• [Work to complete] When you copy the data that follows, reproduce every word exactly and leave out the images.

[Dataset entries]
──────
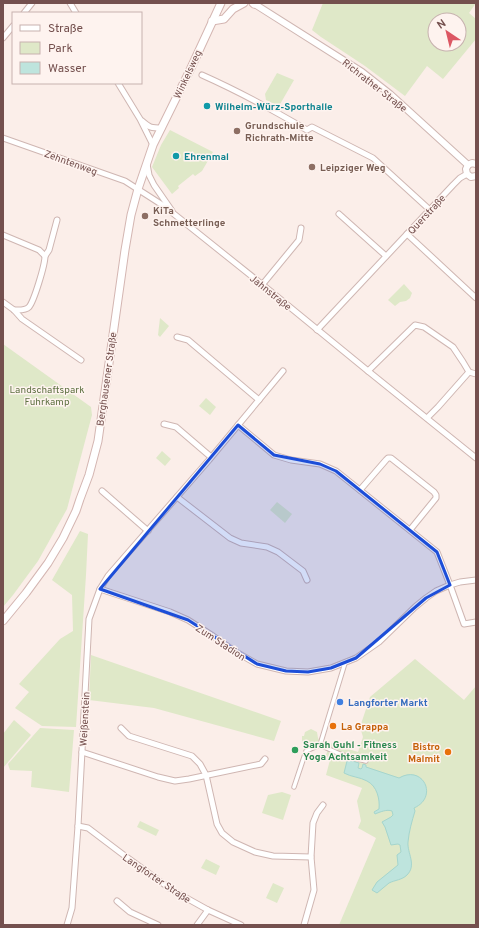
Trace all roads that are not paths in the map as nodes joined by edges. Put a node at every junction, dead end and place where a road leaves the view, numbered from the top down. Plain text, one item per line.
1 (32, 3) edge
2 (70, 3) edge
3 (220, 3) edge
4 (244, 3) edge
5 (253, 3) edge
6 (25, 12) edge
7 (73, 12) edge
8 (212, 22) junction
9 (12, 27) edge
10 (3, 38) edge
11 (202, 75) dead end
12 (119, 84) edge
13 (140, 119) junction
14 (162, 128) junction
15 (3, 138) edge
16 (153, 145) junction
17 (147, 164) junction
18 (476, 164) edge
19 (468, 165) junction
20 (467, 174) junction
21 (476, 176) edge
22 (138, 189) junction
23 (430, 210) junction
24 (174, 213) junction
25 (339, 214) dead end
26 (57, 220) dead end
27 (300, 228) dead end
28 (407, 234) junction
29 (3, 235) edge
30 (45, 256) junction
31 (386, 256) junction
32 (262, 285) junction
33 (476, 298) edge
34 (3, 302) edge
35 (14, 310) junction
36 (317, 330) junction
37 (177, 337) dead end
38 (81, 360) dead end
39 (283, 371) dead end
40 (368, 371) junction
41 (469, 372) junction
42 (476, 374) edge
43 (259, 400) junction
44 (426, 418) junction
45 (164, 424) dead end
46 (238, 425) junction
47 (211, 457) junction
48 (476, 458) edge
49 (360, 490) junction
50 (102, 491) dead end
51 (177, 497) junction
52 (410, 530) junction
53 (148, 531) junction
54 (307, 580) dead end
55 (476, 580) edge
56 (450, 585) junction
57 (100, 589) junction
58 (3, 621) edge
59 (476, 622) edge
60 (346, 663) junction
61 (121, 728) dead end
62 (320, 745) junction
63 (82, 752) junction
64 (264, 758) dead end
65 (366, 761) dead end
66 (206, 775) junction
67 (294, 787) dead end
68 (323, 805) dead end
69 (78, 826) junction
70 (311, 857) junction
71 (117, 901) dead end
72 (208, 910) junction
73 (67, 925) edge
74 (158, 925) edge
75 (197, 925) edge
76 (241, 925) edge
77 (304, 925) edge

1 - 6 street
2 - 7 street
3 - 8 main road, Winkelsweg
4 - 8 main road
5 - 19 street, Richrather Straße
8 - 14 main road, Winkelsweg
9 - 10 street
11 - 23 street
12 - 13 street
13 - 14 street
13 - 16 street
14 - 16 main road, Winkelsweg
15 - 22 street, Zehntenweg
16 - 17 main road, Berghausener Straße
17 - 22 main road, Berghausener Straße
17 - 24 street, Jahnstraße
18 - 19 street
19 - 20 street
20 - 21 street
20 - 23 street, Querstraße
22 - 24 street, Jahnstraße
22 - 58 main road, Berghausener Straße
23 - 28 street, Querstraße
24 - 32 street, Jahnstraße
25 - 31 street
26 - 30 street
27 - 32 street
28 - 31 street, Querstraße
28 - 33 street
29 - 30 street
30 - 35 street
31 - 36 street, Querstraße
32 - 36 street, Jahnstraße
34 - 35 street
35 - 38 street
36 - 40 street, Jahnstraße
37 - 43 street
39 - 43 street, Weißenstein
40 - 41 street
40 - 44 street, Jahnstraße
41 - 42 street
41 - 44 street
43 - 46 street, Weißenstein
44 - 48 street, Jahnstraße
45 - 47 street
46 - 47 street, Weißenstein
46 - 49 street
47 - 51 street, Weißenstein
49 - 52 street
49 - 52 street
50 - 53 street
51 - 53 street, Weißenstein
51 - 54 street
52 - 56 street
53 - 57 street, Weißenstein
55 - 56 street, Zum Stadion
56 - 59 street
56 - 60 street, Zum Stadion
57 - 60 street, Zum Stadion
57 - 63 street, Weißenstein
60 - 62 street
61 - 66 street
62 - 65 street
62 - 67 street
63 - 66 street
63 - 69 street, Weißenstein
64 - 66 street
66 - 70 street
68 - 70 street
69 - 72 street, Langforter Straße
69 - 73 street, Weißenstein
70 - 77 street
71 - 74 street
72 - 75 street
72 - 76 street, Langforter Straße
──────
• [Reply]
Trace all roads that are not paths in the map as nodes joined by edges. Put a node at every junction, dead end and place where a road leaves the view, numbered from the top down. Plain text, one item per line.
1 (32, 3) edge
2 (70, 3) edge
3 (220, 3) edge
4 (244, 3) edge
5 (253, 3) edge
6 (25, 12) edge
7 (73, 12) edge
8 (212, 22) junction
9 (12, 27) edge
10 (3, 38) edge
11 (202, 75) dead end
12 (119, 84) edge
13 (140, 119) junction
14 (162, 128) junction
15 (3, 138) edge
16 (153, 145) junction
17 (147, 164) junction
18 (476, 164) edge
19 (468, 165) junction
20 (467, 174) junction
21 (476, 176) edge
22 (138, 189) junction
23 (430, 210) junction
24 (174, 213) junction
25 (339, 214) dead end
26 (57, 220) dead end
27 (300, 228) dead end
28 (407, 234) junction
29 (3, 235) edge
30 (45, 256) junction
31 (386, 256) junction
32 (262, 285) junction
33 (476, 298) edge
34 (3, 302) edge
35 (14, 310) junction
36 (317, 330) junction
37 (177, 337) dead end
38 (81, 360) dead end
39 (283, 371) dead end
40 (368, 371) junction
41 (469, 372) junction
42 (476, 374) edge
43 (259, 400) junction
44 (426, 418) junction
45 (164, 424) dead end
46 (238, 425) junction
47 (211, 457) junction
48 (476, 458) edge
49 (360, 490) junction
50 (102, 491) dead end
51 (177, 497) junction
52 (410, 530) junction
53 (148, 531) junction
54 (307, 580) dead end
55 (476, 580) edge
56 (450, 585) junction
57 (100, 589) junction
58 (3, 621) edge
59 (476, 622) edge
60 (346, 663) junction
61 (121, 728) dead end
62 (320, 745) junction
63 (82, 752) junction
64 (264, 758) dead end
65 (366, 761) dead end
66 (206, 775) junction
67 (294, 787) dead end
68 (323, 805) dead end
69 (78, 826) junction
70 (311, 857) junction
71 (117, 901) dead end
72 (208, 910) junction
73 (67, 925) edge
74 (158, 925) edge
75 (197, 925) edge
76 (241, 925) edge
77 (304, 925) edge

1 - 6 street
2 - 7 street
3 - 8 main road, Winkelsweg
4 - 8 main road
5 - 19 street, Richrather Straße
8 - 14 main road, Winkelsweg
9 - 10 street
11 - 23 street
12 - 13 street
13 - 14 street
13 - 16 street
14 - 16 main road, Winkelsweg
15 - 22 street, Zehntenweg
16 - 17 main road, Berghausener Straße
17 - 22 main road, Berghausener Straße
17 - 24 street, Jahnstraße
18 - 19 street
19 - 20 street
20 - 21 street
20 - 23 street, Querstraße
22 - 24 street, Jahnstraße
22 - 58 main road, Berghausener Straße
23 - 28 street, Querstraße
24 - 32 street, Jahnstraße
25 - 31 street
26 - 30 street
27 - 32 street
28 - 31 street, Querstraße
28 - 33 street
29 - 30 street
30 - 35 street
31 - 36 street, Querstraße
32 - 36 street, Jahnstraße
34 - 35 street
35 - 38 street
36 - 40 street, Jahnstraße
37 - 43 street
39 - 43 street, Weißenstein
40 - 41 street
40 - 44 street, Jahnstraße
41 - 42 street
41 - 44 street
43 - 46 street, Weißenstein
44 - 48 street, Jahnstraße
45 - 47 street
46 - 47 street, Weißenstein
46 - 49 street
47 - 51 street, Weißenstein
49 - 52 street
49 - 52 street
50 - 53 street
51 - 53 street, Weißenstein
51 - 54 street
52 - 56 street
53 - 57 street, Weißenstein
55 - 56 street, Zum Stadion
56 - 59 street
56 - 60 street, Zum Stadion
57 - 60 street, Zum Stadion
57 - 63 street, Weißenstein
60 - 62 street
61 - 66 street
62 - 65 street
62 - 67 street
63 - 66 street
63 - 69 street, Weißenstein
64 - 66 street
66 - 70 street
68 - 70 street
69 - 72 street, Langforter Straße
69 - 73 street, Weißenstein
70 - 77 street
71 - 74 street
72 - 75 street
72 - 76 street, Langforter Straße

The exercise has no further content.